#### [Work to complete]
Find the number of lines below in which the word "滝谷三和線" appears, and write that number only.

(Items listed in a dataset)
=== Begin Enclosure ===

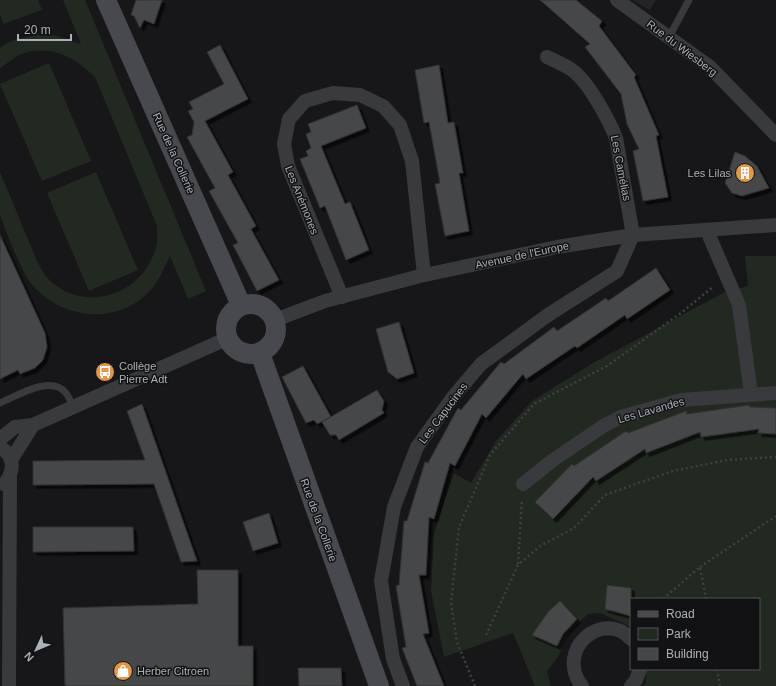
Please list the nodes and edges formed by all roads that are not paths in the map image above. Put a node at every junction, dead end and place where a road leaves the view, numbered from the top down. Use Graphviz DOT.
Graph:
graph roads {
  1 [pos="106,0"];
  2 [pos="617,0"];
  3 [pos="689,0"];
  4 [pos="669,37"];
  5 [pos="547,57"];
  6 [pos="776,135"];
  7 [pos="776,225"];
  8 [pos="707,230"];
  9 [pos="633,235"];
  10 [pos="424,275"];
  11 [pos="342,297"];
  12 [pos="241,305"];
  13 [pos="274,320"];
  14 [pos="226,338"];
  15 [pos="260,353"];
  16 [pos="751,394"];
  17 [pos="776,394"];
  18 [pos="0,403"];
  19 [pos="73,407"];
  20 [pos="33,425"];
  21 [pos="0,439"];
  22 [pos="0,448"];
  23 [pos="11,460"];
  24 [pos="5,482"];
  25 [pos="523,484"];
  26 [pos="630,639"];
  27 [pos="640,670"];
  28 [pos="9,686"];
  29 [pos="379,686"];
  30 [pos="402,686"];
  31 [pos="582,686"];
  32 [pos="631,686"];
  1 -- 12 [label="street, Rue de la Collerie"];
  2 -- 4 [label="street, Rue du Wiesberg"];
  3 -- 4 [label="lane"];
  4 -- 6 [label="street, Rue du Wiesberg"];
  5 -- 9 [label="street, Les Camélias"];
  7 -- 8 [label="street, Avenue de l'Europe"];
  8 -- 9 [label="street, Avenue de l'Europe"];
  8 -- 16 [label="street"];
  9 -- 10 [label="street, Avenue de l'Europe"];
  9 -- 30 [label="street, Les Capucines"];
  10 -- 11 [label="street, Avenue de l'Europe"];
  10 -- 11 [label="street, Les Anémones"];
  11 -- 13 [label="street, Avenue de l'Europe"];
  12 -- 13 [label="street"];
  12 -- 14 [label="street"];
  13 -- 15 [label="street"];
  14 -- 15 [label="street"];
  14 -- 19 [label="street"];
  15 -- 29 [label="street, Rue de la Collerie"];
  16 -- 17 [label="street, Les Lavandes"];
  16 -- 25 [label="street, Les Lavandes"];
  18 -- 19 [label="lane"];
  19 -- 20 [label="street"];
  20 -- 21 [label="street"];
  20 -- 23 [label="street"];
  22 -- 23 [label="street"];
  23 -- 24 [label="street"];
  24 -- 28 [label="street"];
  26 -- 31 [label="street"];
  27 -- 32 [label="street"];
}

=== End Enclosure ===
=== Begin Enclosure ===

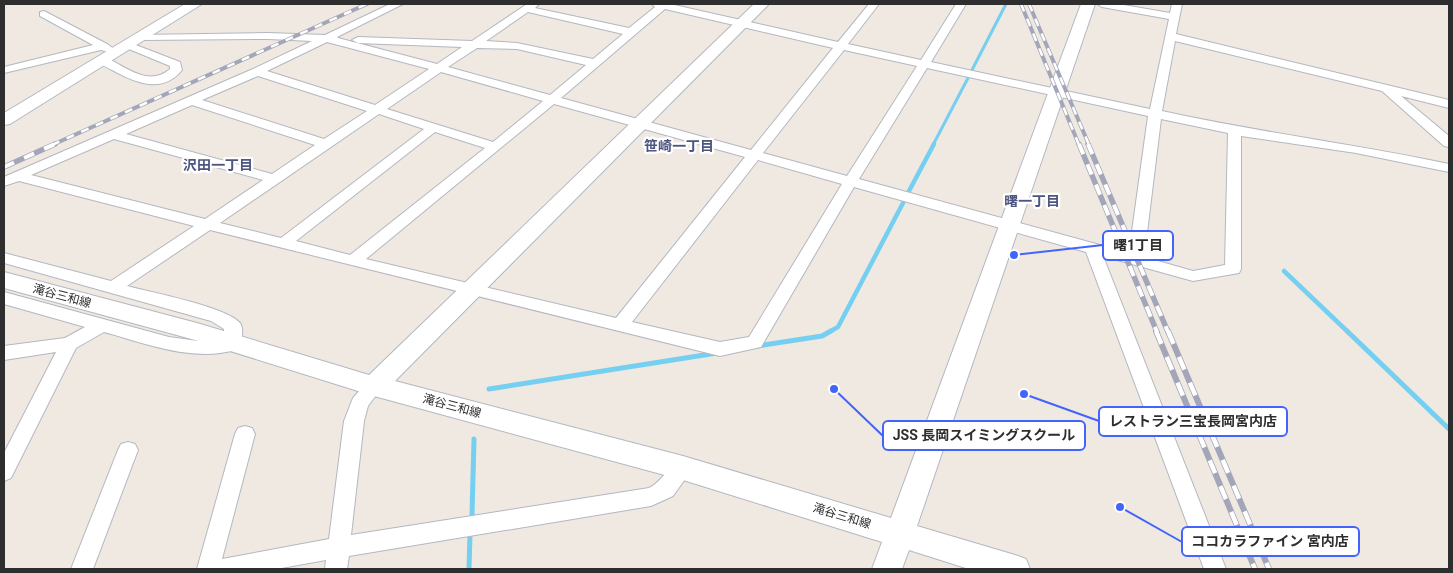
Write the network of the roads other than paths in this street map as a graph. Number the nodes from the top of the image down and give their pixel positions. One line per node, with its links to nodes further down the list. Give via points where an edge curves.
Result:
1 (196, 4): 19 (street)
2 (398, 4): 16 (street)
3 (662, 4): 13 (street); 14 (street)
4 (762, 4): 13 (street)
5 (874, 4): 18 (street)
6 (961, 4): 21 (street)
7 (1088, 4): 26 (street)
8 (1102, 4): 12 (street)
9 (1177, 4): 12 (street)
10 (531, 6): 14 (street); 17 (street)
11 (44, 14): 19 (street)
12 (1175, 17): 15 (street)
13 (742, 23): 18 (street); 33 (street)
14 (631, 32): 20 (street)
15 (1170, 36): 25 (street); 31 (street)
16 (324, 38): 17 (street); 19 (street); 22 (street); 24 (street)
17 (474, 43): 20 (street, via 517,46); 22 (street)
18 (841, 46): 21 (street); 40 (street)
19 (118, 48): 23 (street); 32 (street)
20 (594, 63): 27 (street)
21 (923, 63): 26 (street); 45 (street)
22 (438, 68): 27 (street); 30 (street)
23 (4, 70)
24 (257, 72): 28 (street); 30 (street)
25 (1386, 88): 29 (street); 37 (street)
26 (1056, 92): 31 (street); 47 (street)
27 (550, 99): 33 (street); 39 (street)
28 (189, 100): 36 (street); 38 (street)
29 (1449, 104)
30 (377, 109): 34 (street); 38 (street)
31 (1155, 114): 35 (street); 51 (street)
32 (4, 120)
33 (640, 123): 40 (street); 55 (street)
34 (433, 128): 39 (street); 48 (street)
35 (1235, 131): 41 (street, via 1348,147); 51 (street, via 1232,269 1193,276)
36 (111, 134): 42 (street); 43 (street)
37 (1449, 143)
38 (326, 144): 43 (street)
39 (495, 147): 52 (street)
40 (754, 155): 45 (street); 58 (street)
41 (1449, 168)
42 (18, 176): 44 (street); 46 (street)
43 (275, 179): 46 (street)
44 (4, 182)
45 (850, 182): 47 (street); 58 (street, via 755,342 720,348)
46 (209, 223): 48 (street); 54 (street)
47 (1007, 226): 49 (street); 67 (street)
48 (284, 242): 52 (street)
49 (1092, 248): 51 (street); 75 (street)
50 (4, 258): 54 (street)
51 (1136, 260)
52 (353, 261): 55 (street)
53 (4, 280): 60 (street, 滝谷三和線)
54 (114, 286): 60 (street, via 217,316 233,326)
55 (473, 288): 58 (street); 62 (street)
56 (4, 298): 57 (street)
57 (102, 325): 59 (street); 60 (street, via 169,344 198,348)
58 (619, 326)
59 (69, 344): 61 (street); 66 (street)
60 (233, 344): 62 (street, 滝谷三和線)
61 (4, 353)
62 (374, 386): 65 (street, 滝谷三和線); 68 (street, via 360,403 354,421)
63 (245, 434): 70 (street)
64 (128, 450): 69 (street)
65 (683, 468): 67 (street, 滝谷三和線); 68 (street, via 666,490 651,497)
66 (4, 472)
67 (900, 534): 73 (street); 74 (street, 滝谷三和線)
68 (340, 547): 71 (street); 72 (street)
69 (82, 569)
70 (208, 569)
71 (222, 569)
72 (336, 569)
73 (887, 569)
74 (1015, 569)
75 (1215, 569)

=== End Enclosure ===
=== Begin Enclosure ===

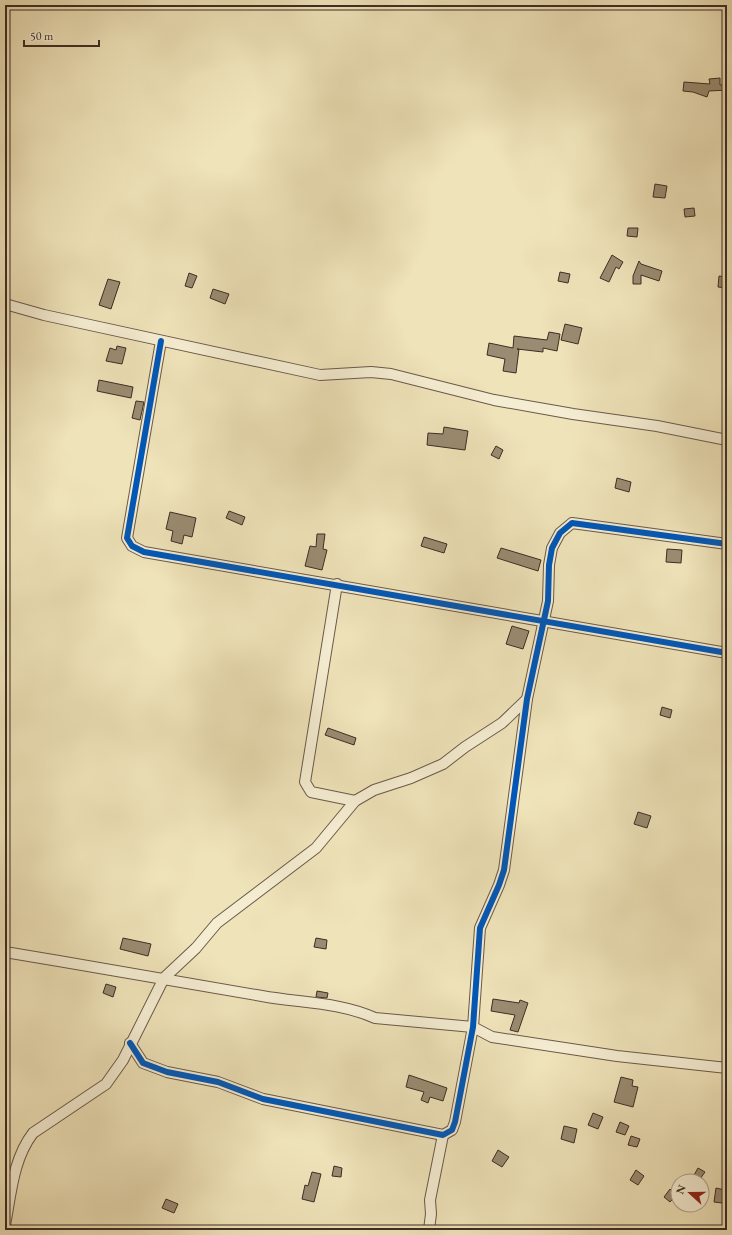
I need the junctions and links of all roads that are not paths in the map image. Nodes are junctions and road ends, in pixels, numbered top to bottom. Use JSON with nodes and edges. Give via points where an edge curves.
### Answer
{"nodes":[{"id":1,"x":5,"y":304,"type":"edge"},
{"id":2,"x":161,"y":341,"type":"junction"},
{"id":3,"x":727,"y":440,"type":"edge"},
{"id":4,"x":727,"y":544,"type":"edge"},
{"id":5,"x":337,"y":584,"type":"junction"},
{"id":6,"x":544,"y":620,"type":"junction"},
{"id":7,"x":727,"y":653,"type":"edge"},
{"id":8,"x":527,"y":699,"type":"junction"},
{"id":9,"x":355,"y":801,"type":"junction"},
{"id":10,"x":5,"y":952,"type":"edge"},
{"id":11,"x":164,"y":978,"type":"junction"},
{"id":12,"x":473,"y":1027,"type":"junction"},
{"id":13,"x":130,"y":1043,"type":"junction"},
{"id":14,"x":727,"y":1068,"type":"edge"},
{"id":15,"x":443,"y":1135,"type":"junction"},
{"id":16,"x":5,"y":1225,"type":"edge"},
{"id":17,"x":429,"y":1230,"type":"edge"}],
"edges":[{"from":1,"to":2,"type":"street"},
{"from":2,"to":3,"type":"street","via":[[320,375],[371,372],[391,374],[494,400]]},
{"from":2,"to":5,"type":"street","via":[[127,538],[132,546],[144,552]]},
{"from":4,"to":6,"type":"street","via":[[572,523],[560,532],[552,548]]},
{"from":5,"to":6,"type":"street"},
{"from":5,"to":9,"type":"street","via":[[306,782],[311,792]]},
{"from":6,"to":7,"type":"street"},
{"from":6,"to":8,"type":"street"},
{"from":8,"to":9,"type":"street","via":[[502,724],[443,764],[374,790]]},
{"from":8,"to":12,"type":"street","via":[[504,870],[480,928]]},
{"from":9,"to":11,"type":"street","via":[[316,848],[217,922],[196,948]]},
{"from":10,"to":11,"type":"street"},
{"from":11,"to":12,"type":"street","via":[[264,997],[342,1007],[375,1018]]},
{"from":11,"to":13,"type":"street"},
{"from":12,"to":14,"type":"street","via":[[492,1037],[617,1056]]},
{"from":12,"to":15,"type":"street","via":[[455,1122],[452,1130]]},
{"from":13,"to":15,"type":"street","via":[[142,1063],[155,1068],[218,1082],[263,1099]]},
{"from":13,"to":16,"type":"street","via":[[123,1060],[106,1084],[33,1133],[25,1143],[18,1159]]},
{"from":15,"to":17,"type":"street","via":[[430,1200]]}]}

=== End Enclosure ===

#### [Answer to the exercise]
5